Selected work · A Tier-1 East African bank
Restoring a National Payments Service During a High-Impact Outage
Incident leadership during a high-impact outage on a national interbank payments rail
Context
A national interbank payments service — used for real-time bank-to-bank transfers across the country — began failing in the middle of a normal business day. Customers attempting to send money to other banks were seeing errors. Other banks attempting to receive payments through the same rail were timing out.
For a Tier-1 bank, this is the kind of incident that does not have a comfortable resolution. Every minute of degraded service is real money the bank’s customers cannot move, and every minute is visible to the central bank, to peer banks, and to social media.
Problem
The early signal was ambiguous: error rates were rising on outbound transfers, but the application servers themselves looked healthy. CPU was fine, memory was fine, the application was responding to its own health checks. The errors were intermittent — perhaps two-thirds of transactions failing, one-third succeeding.
The hardest part of the early window was not technical. It was the pressure to do something — restart the service, fail over, push the most recent change backwards — without knowing whether any of those would help or harm.
Approach
I worked the problem in two parallel tracks:
Track one: contain the customer impact. Communicate clearly upward and outward — operations, customer service, communications — that the issue was real, that it affected outbound transfers specifically, and that we were investigating. Holding the line on honest, frequent updates kept the wider organisation from making the situation worse with conflicting workarounds.
Track two: find the actual cause. I went to the logs. Not the application’s own logs first — the downstream dependency logs. Outbound transfers in this system depend on a chain of validation calls. One of them was timing out under load, and the timeout was being misinterpreted by the calling service as a transient error rather than a fatal one, leading to a partial-success / partial-failure state that was confusing every metric.
Once the upstream call’s behaviour was clearly identified, the right move became visible: the most recent deployment had changed how that call was wrapped, and the new wrapper was swallowing the timeout signal. I executed an emergency rollback to the prior version, watched the error rate drop to baseline within minutes, then worked with the engineering team to ship a forward fix the same evening.
Key decisions
Look downstream first. When the application itself looks healthy and the error rates are partial, the cause is almost always in a dependency. Spending the first minutes inspecting the application’s own metrics is the most common diagnostic mistake on this kind of incident.
Rollback, then fix. With the cause identified, I made the call to roll back rather than hotfix forward. A rollback to a known-good state is faster and lower-risk than a hot patch. The forward fix went out hours later, under normal change control, with the pressure off.

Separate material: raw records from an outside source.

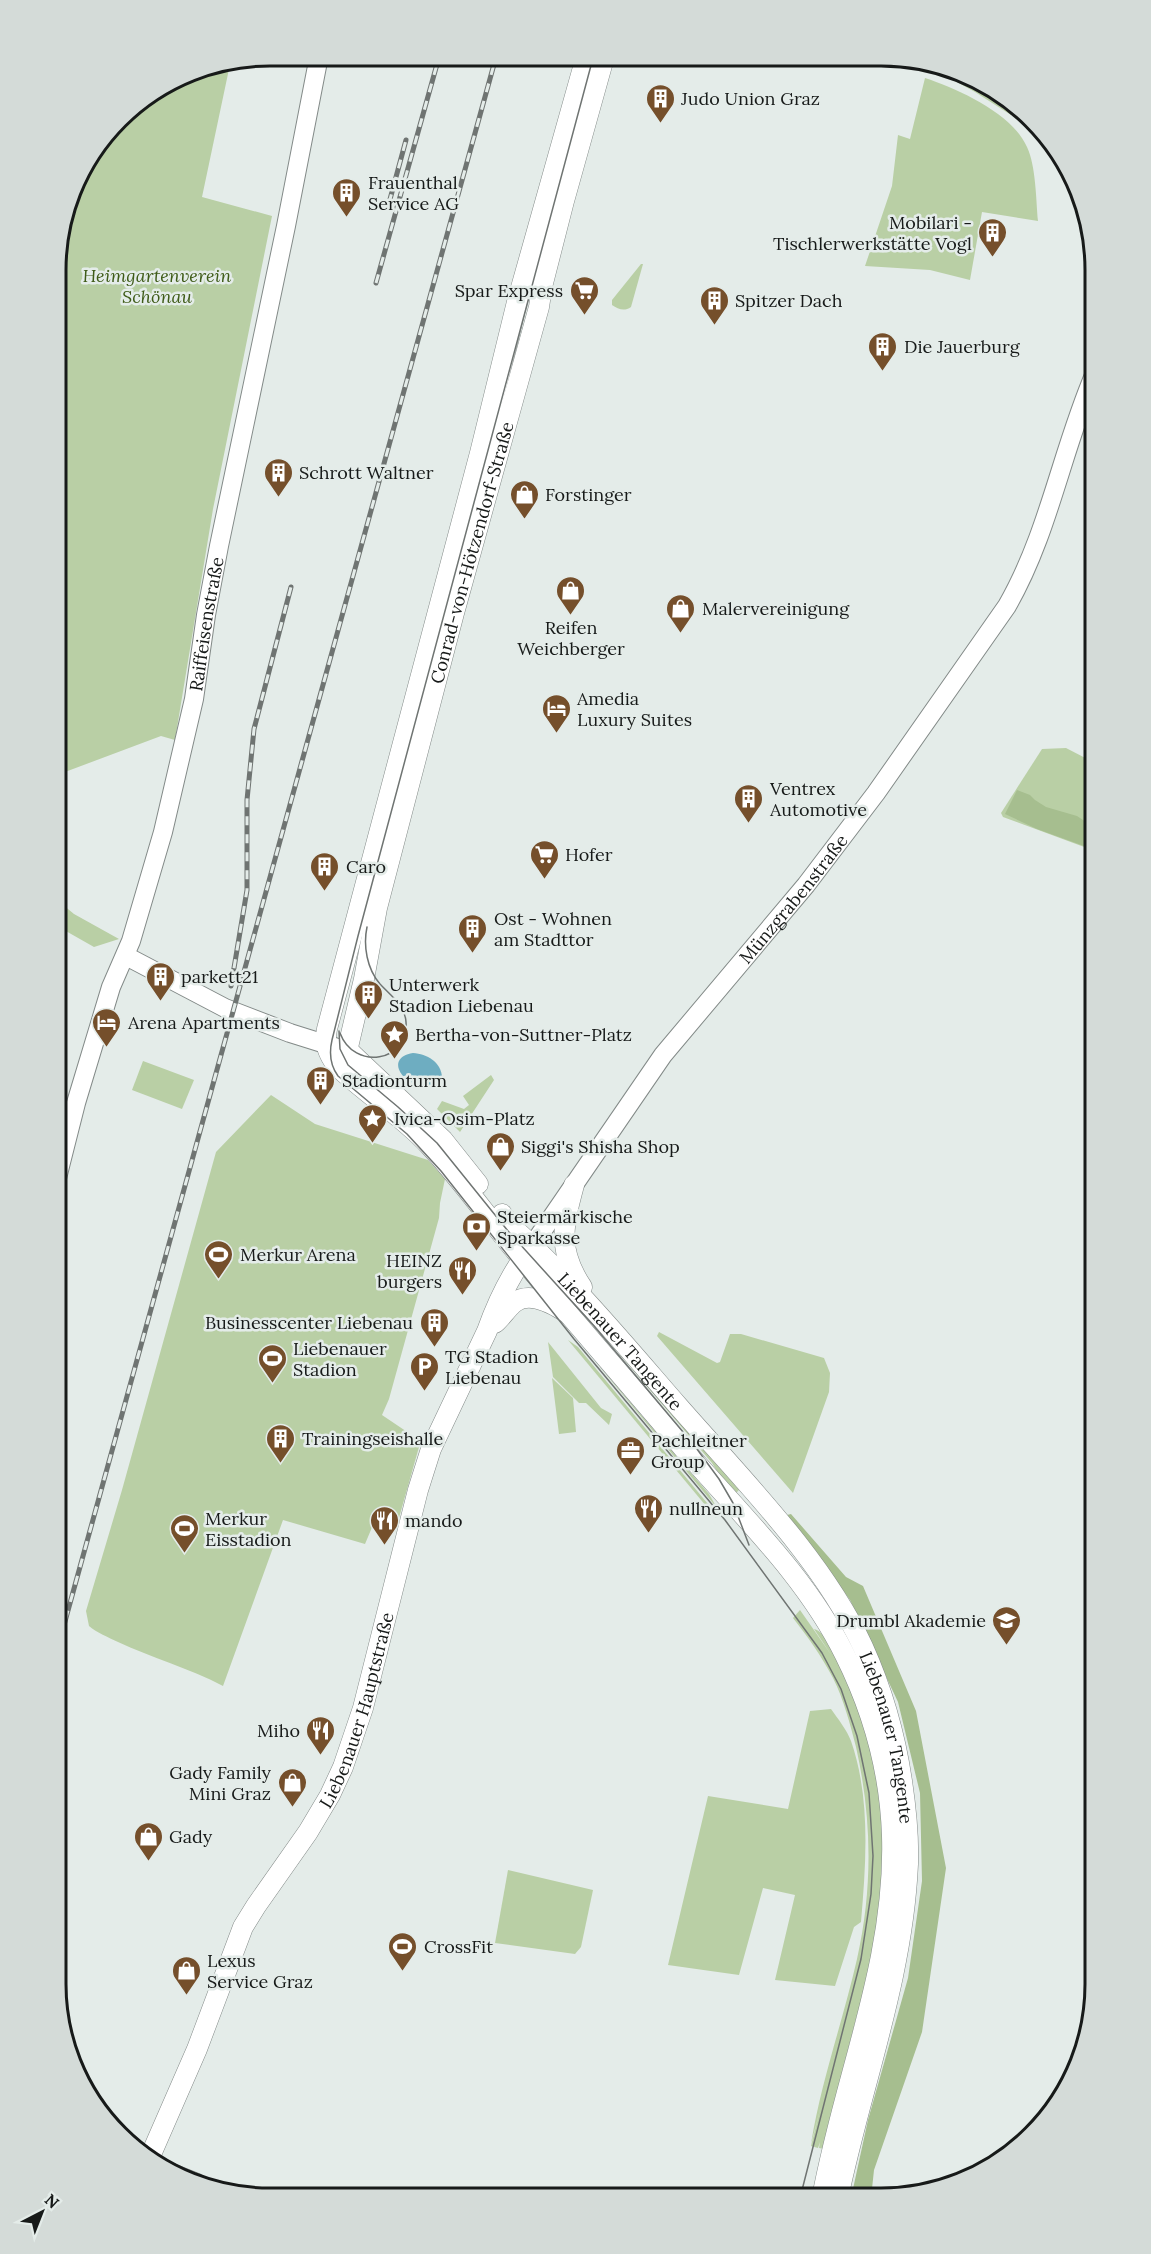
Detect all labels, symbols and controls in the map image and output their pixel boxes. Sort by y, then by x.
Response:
building icon: Judo Union Graz [644,82,676,124]
place label: Judo Union Graz [680,87,820,110]
place label: Frauenthal Service AG [368,171,459,215]
building icon: Frauenthal Service AG [331,176,363,218]
place label: Mobilari - Tischlerwerkstätte Vogl [773,211,972,255]
building icon: Mobilari - Tischlerwerkstätte Vogl [977,216,1009,258]
park label: Heimgartenverein Schönau [83,264,231,308]
supermarket icon: Spar Express [568,274,600,316]
place label: Spar Express [455,279,563,302]
building icon: Spitzer Dach [698,284,730,326]
place label: Spitzer Dach [735,289,843,312]
building icon: Die Jauerburg [867,330,899,372]
place label: Die Jauerburg [904,335,1021,358]
street label: Conrad-von-Hötzendorf-Straße [425,419,518,686]
building icon: Schrott Waltner [262,456,294,498]
place label: Schrott Waltner [299,461,434,484]
shop icon: Forstinger [508,478,540,520]
place label: Forstinger [545,483,632,506]
street label: Raiffeisenstraße [184,554,228,693]
shop icon: Reifen Weichberger [555,574,587,616]
shop icon: Malervereinigung [665,592,697,634]
place label: Malervereinigung [702,597,850,620]
place label: Reifen Weichberger [517,616,625,660]
place label: Amedia Luxury Suites [576,687,692,731]
hotel icon: Amedia Luxury Suites [540,692,572,734]
place label: Ventrex Automotive [769,777,867,821]
building icon: Ventrex Automotive [733,782,765,824]
street label: Münzgrabenstraße [734,829,852,968]
supermarket icon: Hofer [528,838,560,880]
place label: Hofer [565,843,613,866]
building icon: Caro [309,850,341,892]
place label: Caro [346,855,386,878]
place label: Ost - Wohnen am Stadttor [494,907,612,951]
building icon: Ost - Wohnen am Stadttor [457,912,489,954]
building icon: parkett21 [144,960,176,1002]
place label: parkett21 [181,965,258,988]
place label: Unterwerk Stadion Liebenau [389,973,534,1017]
building icon: Unterwerk Stadion Liebenau [352,978,384,1020]
hotel icon: Arena Apartments [91,1006,123,1048]
place label: Arena Apartments [127,1011,280,1034]
place icon: Bertha-von-Suttner-Platz [378,1018,410,1060]
place label: Bertha-von-Suttner-Platz [415,1023,632,1046]
building icon: Stadionturm [305,1064,337,1106]
place label: Stadionturm [342,1069,447,1092]
place icon: Ivica-Osim-Platz [357,1102,389,1144]
place label: Ivica-Osim-Platz [394,1107,535,1130]
shop icon: Siggi's Shisha Shop [484,1130,516,1172]
place label: Siggi's Shisha Shop [521,1135,680,1158]
place label: Steiermärkische Sparkasse [497,1205,633,1249]
bank icon: Steiermärkische Sparkasse [460,1210,492,1252]
sports icon: Merkur Arena [203,1238,235,1280]
place label: Merkur Arena [240,1243,356,1266]
place label: HEINZ burgers [377,1249,442,1293]
restaurant icon: HEINZ burgers [447,1254,479,1296]
street label: Liebenauer Tangente [553,1267,688,1415]
building icon: Businesscenter Liebenau [418,1306,450,1348]
place label: Businesscenter Liebenau [205,1311,413,1334]
place label: Liebenauer Stadion [293,1337,387,1381]
sports icon: Liebenauer Stadion [256,1342,288,1384]
place label: TG Stadion Liebenau [445,1345,539,1389]
parking icon: TG Stadion Liebenau [408,1350,440,1392]
building icon: Trainingseishalle [265,1422,297,1464]
place label: Trainingseishalle [302,1427,443,1450]
place label: Pachleitner Group [651,1429,747,1473]
office icon: Pachleitner Group [614,1434,646,1476]
restaurant icon: nullneun [632,1492,664,1534]
place label: nullneun [669,1497,743,1520]
restaurant icon: mando [368,1504,400,1546]
place label: Merkur Eisstadion [205,1507,292,1551]
place label: mando [405,1509,463,1532]
sports icon: Merkur Eisstadion [168,1512,200,1554]
school or university icon: Drumbl Akademie [991,1604,1023,1646]
street label: Liebenauer Hauptstraße [314,1609,398,1812]
place label: Drumbl Akademie [836,1609,986,1632]
street label: Liebenauer Tangente [855,1648,918,1825]
restaurant icon: Miho [305,1714,337,1756]
place label: Miho [257,1719,300,1742]
place label: Gady Family Mini Graz [169,1761,271,1805]
shop icon: Gady Family Mini Graz [276,1766,308,1808]
shop icon: Gady [132,1820,164,1862]
place label: Gady [169,1825,213,1848]
sports icon: CrossFit [387,1930,419,1972]
place label: CrossFit [424,1935,493,1958]
place label: Lexus Service Graz [207,1949,313,1993]
shop icon: Lexus Service Graz [170,1954,202,1996]
north arrow [12,2182,72,2242]
text: N [41,2189,63,2212]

Frequent, factual updates. I committed to a fifteen-minute update cadence to stakeholders during the incident, even when the update was no new information. The discipline of saying “we are still investigating, here is what we have ruled out” is more valuable in a crisis than people expect.
Outcome
Service restored. The window of customer impact was contained to a single afternoon, not a multi-day saga. The post-incident review surfaced not just the technical fix but a process gap — the timeout wrapping change had passed peer review without the reviewer noticing the swallowed signal, because the test coverage for downstream failure modes was thin. That gap got closed.
What I’d do differently
The diagnostic time would have been shorter if downstream dependency timings had been visible on the same dashboard as application health from the start. The observability platform we built afterwards now has exactly this — calls out, latency to each, error rates per dependency — directly alongside the calling service’s own metrics. We were not flying blind during the incident, but we were having to assemble the picture from too many sources under pressure.